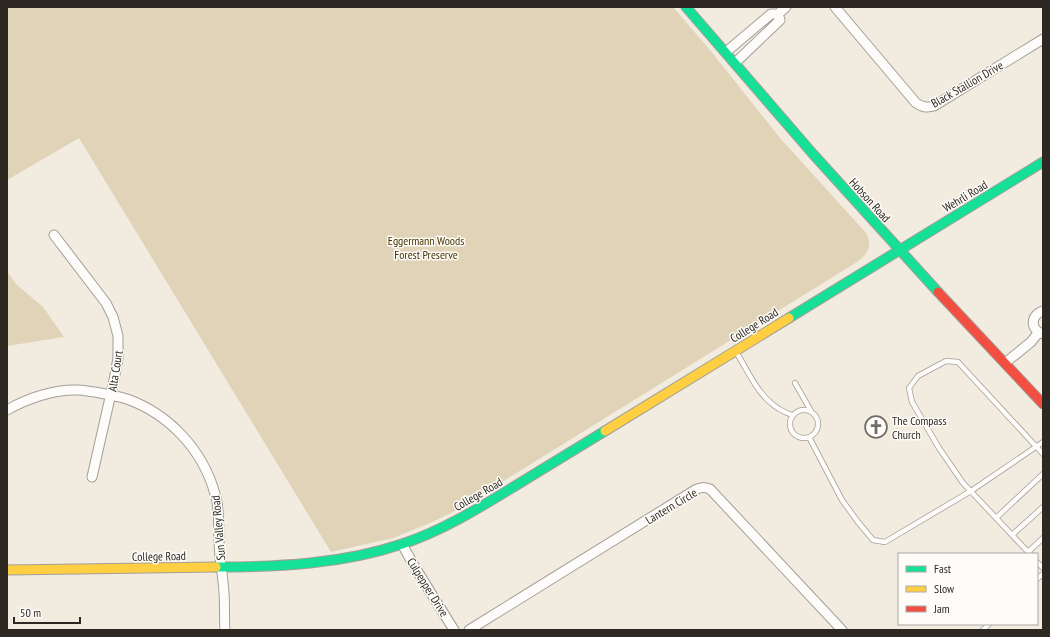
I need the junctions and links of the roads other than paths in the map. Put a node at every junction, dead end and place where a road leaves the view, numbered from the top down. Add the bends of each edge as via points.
1 (686, 7) edge
2 (786, 7) edge
3 (835, 7) edge
4 (778, 14) junction
5 (1043, 39) edge
6 (726, 52) junction
7 (735, 63) junction
8 (1043, 162) edge
9 (54, 235) dead end
10 (900, 250) junction
11 (1043, 311) edge
12 (1041, 333) edge
13 (735, 351) junction
14 (1005, 363) junction
15 (794, 383) dead end
16 (111, 395) junction
17 (1043, 404) edge
18 (7, 410) edge
19 (811, 411) junction
20 (792, 415) junction
21 (809, 437) junction
22 (1043, 442) edge
23 (1036, 447) junction
24 (1043, 454) edge
25 (1043, 474) edge
26 (92, 478) dead end
27 (971, 491) junction
28 (1043, 507) edge
29 (996, 518) junction
30 (1012, 535) junction
31 (1043, 538) edge
32 (402, 544) junction
33 (1029, 553) edge
34 (222, 568) junction
35 (7, 570) edge
36 (224, 630) edge
37 (454, 630) edge
38 (469, 630) edge
39 (842, 630) edge

1 - 6 main road, Hobson Road
2 - 4 street
3 - 5 street, Black Stallion Drive via 916,103 928,108
4 - 6 street via 771,14
4 - 7 street via 780,20
6 - 7 main road, Hobson Road
7 - 10 main road, Hobson Road via 772,108
8 - 10 main road, Wehrli Road
9 - 16 street, Alta Court via 106,303 113,317 119,344
10 - 13 main road, College Road
10 - 14 main road, Hobson Road
11 - 12 street via 1037,314 1033,321 1035,329
12 - 14 street
13 - 20 lane via 759,391 782,411
13 - 32 main road, College Road via 486,504 443,528
14 - 17 main road, Hobson Road
15 - 19 lane
16 - 18 street, Sun Valley Road via 79,390 50,393
16 - 26 street, Alta Court
16 - 34 street, Sun Valley Road via 138,404 163,418 193,448 208,473 216,494
19 - 20 lane via 800,410
19 - 21 lane via 815,414 818,424 814,434
20 - 21 lane via 789,422 792,433 802,438
21 - 27 lane via 842,500 873,540 884,542
22 - 23 lane
23 - 24 lane
23 - 27 lane
23 - 27 lane via 958,362 946,360 918,376 909,388 912,402 943,453
25 - 29 lane
27 - 29 lane
28 - 30 lane
29 - 30 lane
30 - 33 lane
31 - 33 lane
32 - 34 main road, College Road via 335,560
32 - 37 street, Culpepper Drive
34 - 35 main road, College Road
34 - 36 street, Sun Valley Road
38 - 39 street, Lantern Circle via 695,490 705,487 710,489

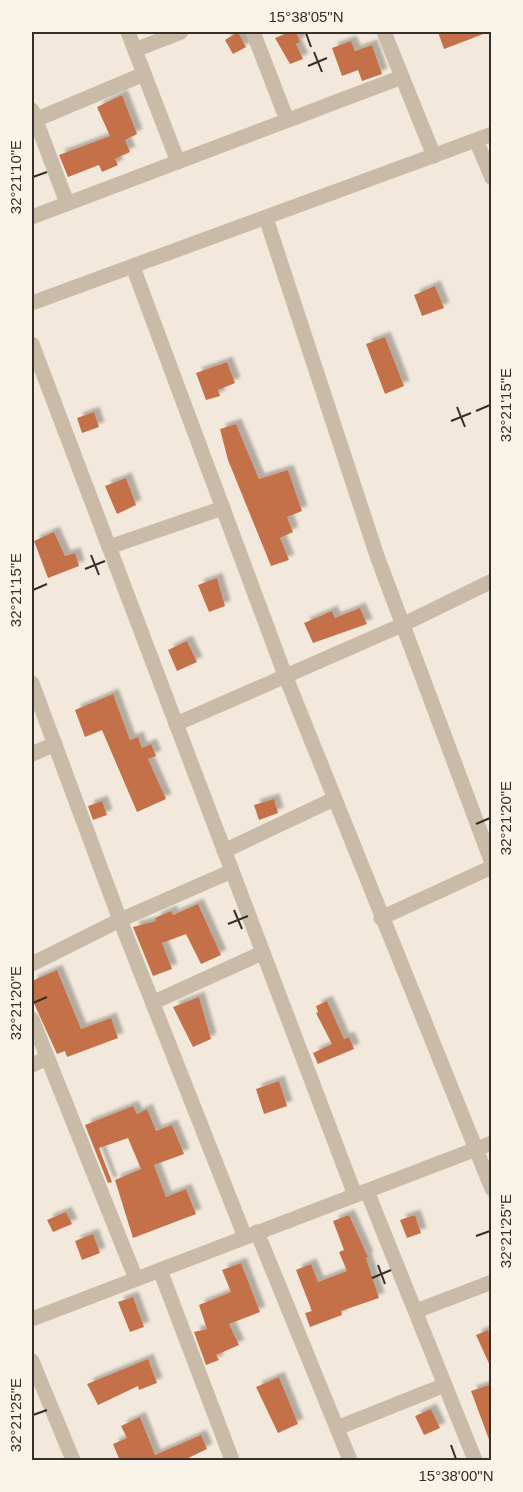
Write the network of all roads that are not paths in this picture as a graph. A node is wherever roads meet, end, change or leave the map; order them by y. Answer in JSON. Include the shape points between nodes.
{"nodes":[{"id":1,"x":128,"y":32,"type":"edge"},
{"id":2,"x":182,"y":32,"type":"edge"},
{"id":3,"x":253,"y":32,"type":"edge"},
{"id":4,"x":384,"y":32,"type":"edge"},
{"id":5,"x":135,"y":50,"type":"junction"},
{"id":6,"x":144,"y":74,"type":"junction"},
{"id":7,"x":402,"y":77,"type":"junction"},
{"id":8,"x":33,"y":115,"type":"edge"},
{"id":9,"x":287,"y":120,"type":"junction"},
{"id":10,"x":492,"y":134,"type":"edge"},
{"id":11,"x":476,"y":140,"type":"junction"},
{"id":12,"x":434,"y":156,"type":"junction"},
{"id":13,"x":178,"y":162,"type":"junction"},
{"id":14,"x":492,"y":178,"type":"edge"},
{"id":15,"x":68,"y":203,"type":"junction"},
{"id":16,"x":32,"y":217,"type":"edge"},
{"id":17,"x":266,"y":218,"type":"junction"},
{"id":18,"x":132,"y":267,"type":"junction"},
{"id":19,"x":32,"y":303,"type":"edge"},
{"id":20,"x":32,"y":344,"type":"edge"},
{"id":21,"x":223,"y":508,"type":"junction"},
{"id":22,"x":109,"y":548,"type":"junction"},
{"id":23,"x":492,"y":581,"type":"edge"},
{"id":24,"x":402,"y":625,"type":"junction"},
{"id":25,"x":285,"y":675,"type":"junction"},
{"id":26,"x":32,"y":683,"type":"edge"},
{"id":27,"x":176,"y":724,"type":"junction"},
{"id":28,"x":55,"y":744,"type":"junction"},
{"id":29,"x":32,"y":754,"type":"edge"},
{"id":30,"x":334,"y":799,"type":"junction"},
{"id":31,"x":224,"y":851,"type":"junction"},
{"id":32,"x":492,"y":865,"type":"edge"},
{"id":33,"x":232,"y":871,"type":"junction"},
{"id":34,"x":381,"y":918,"type":"junction"},
{"id":35,"x":120,"y":920,"type":"junction"},
{"id":36,"x":262,"y":953,"type":"junction"},
{"id":37,"x":32,"y":964,"type":"edge"},
{"id":38,"x":154,"y":1002,"type":"junction"},
{"id":39,"x":32,"y":1019,"type":"edge"},
{"id":40,"x":47,"y":1058,"type":"junction"},
{"id":41,"x":32,"y":1065,"type":"edge"},
{"id":42,"x":492,"y":1143,"type":"edge"},
{"id":43,"x":475,"y":1149,"type":"junction"},
{"id":44,"x":492,"y":1189,"type":"edge"},
{"id":45,"x":361,"y":1193,"type":"junction"},
{"id":46,"x":251,"y":1235,"type":"junction"},
{"id":47,"x":160,"y":1270,"type":"junction"},
{"id":48,"x":136,"y":1279,"type":"junction"},
{"id":49,"x":492,"y":1282,"type":"edge"},
{"id":50,"x":416,"y":1311,"type":"junction"},
{"id":51,"x":32,"y":1319,"type":"edge"},
{"id":52,"x":32,"y":1361,"type":"edge"},
{"id":53,"x":445,"y":1385,"type":"junction"},
{"id":54,"x":337,"y":1428,"type":"junction"},
{"id":55,"x":73,"y":1461,"type":"edge"},
{"id":56,"x":232,"y":1461,"type":"edge"},
{"id":57,"x":350,"y":1461,"type":"edge"},
{"id":58,"x":475,"y":1461,"type":"edge"}],
"edges":[{"from":1,"to":5,"type":"street"},
{"from":2,"to":5,"type":"street"},
{"from":3,"to":9,"type":"street"},
{"from":4,"to":7,"type":"street"},
{"from":5,"to":6,"type":"street"},
{"from":6,"to":8,"type":"street"},
{"from":6,"to":13,"type":"street"},
{"from":7,"to":9,"type":"street"},
{"from":7,"to":12,"type":"street"},
{"from":8,"to":15,"type":"street"},
{"from":9,"to":13,"type":"street"},
{"from":10,"to":11,"type":"street"},
{"from":11,"to":12,"type":"street"},
{"from":11,"to":14,"type":"street"},
{"from":12,"to":17,"type":"street"},
{"from":13,"to":15,"type":"street"},
{"from":15,"to":16,"type":"street"},
{"from":17,"to":18,"type":"street"},
{"from":17,"to":24,"type":"street"},
{"from":18,"to":19,"type":"street"},
{"from":18,"to":21,"type":"street"},
{"from":20,"to":22,"type":"street"},
{"from":21,"to":22,"type":"street"},
{"from":21,"to":25,"type":"street"},
{"from":22,"to":27,"type":"street"},
{"from":23,"to":24,"type":"street"},
{"from":24,"to":25,"type":"street"},
{"from":24,"to":32,"type":"street"},
{"from":25,"to":27,"type":"street"},
{"from":25,"to":30,"type":"street"},
{"from":26,"to":28,"type":"street"},
{"from":27,"to":31,"type":"street"},
{"from":28,"to":29,"type":"street"},
{"from":28,"to":35,"type":"street"},
{"from":30,"to":31,"type":"street"},
{"from":30,"to":34,"type":"street"},
{"from":31,"to":33,"type":"street"},
{"from":32,"to":34,"type":"street"},
{"from":33,"to":35,"type":"street"},
{"from":33,"to":36,"type":"street"},
{"from":34,"to":43,"type":"street"},
{"from":35,"to":37,"type":"street"},
{"from":35,"to":38,"type":"street"},
{"from":36,"to":38,"type":"street"},
{"from":36,"to":45,"type":"street"},
{"from":38,"to":46,"type":"street"},
{"from":39,"to":40,"type":"street"},
{"from":40,"to":41,"type":"street"},
{"from":40,"to":48,"type":"street"},
{"from":42,"to":43,"type":"street"},
{"from":43,"to":44,"type":"street"},
{"from":43,"to":45,"type":"street"},
{"from":45,"to":46,"type":"street"},
{"from":45,"to":50,"type":"street"},
{"from":46,"to":47,"type":"street"},
{"from":46,"to":54,"type":"street"},
{"from":47,"to":48,"type":"street"},
{"from":47,"to":56,"type":"street"},
{"from":48,"to":51,"type":"street"},
{"from":49,"to":50,"type":"street"},
{"from":50,"to":53,"type":"street"},
{"from":52,"to":55,"type":"street"},
{"from":53,"to":54,"type":"street"},
{"from":53,"to":58,"type":"street"},
{"from":54,"to":57,"type":"street"}]}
______________________________
● YOUR GOAL: Gather every line from the listing above in which the word "paths" appears.

● EXERCISE RESULT:
I need the junctions and links of the roads other than paths in the map. Put a node at every junction, dead end and place where a road leaves the view, numbered from the top down. Add the bends of each edge as via points.
Write the network of all roads that are not paths in this picture as a graph. A node is wherever roads meet, end, change or leave the map; order them by y. Answer in JSON. Include the shape points between nodes.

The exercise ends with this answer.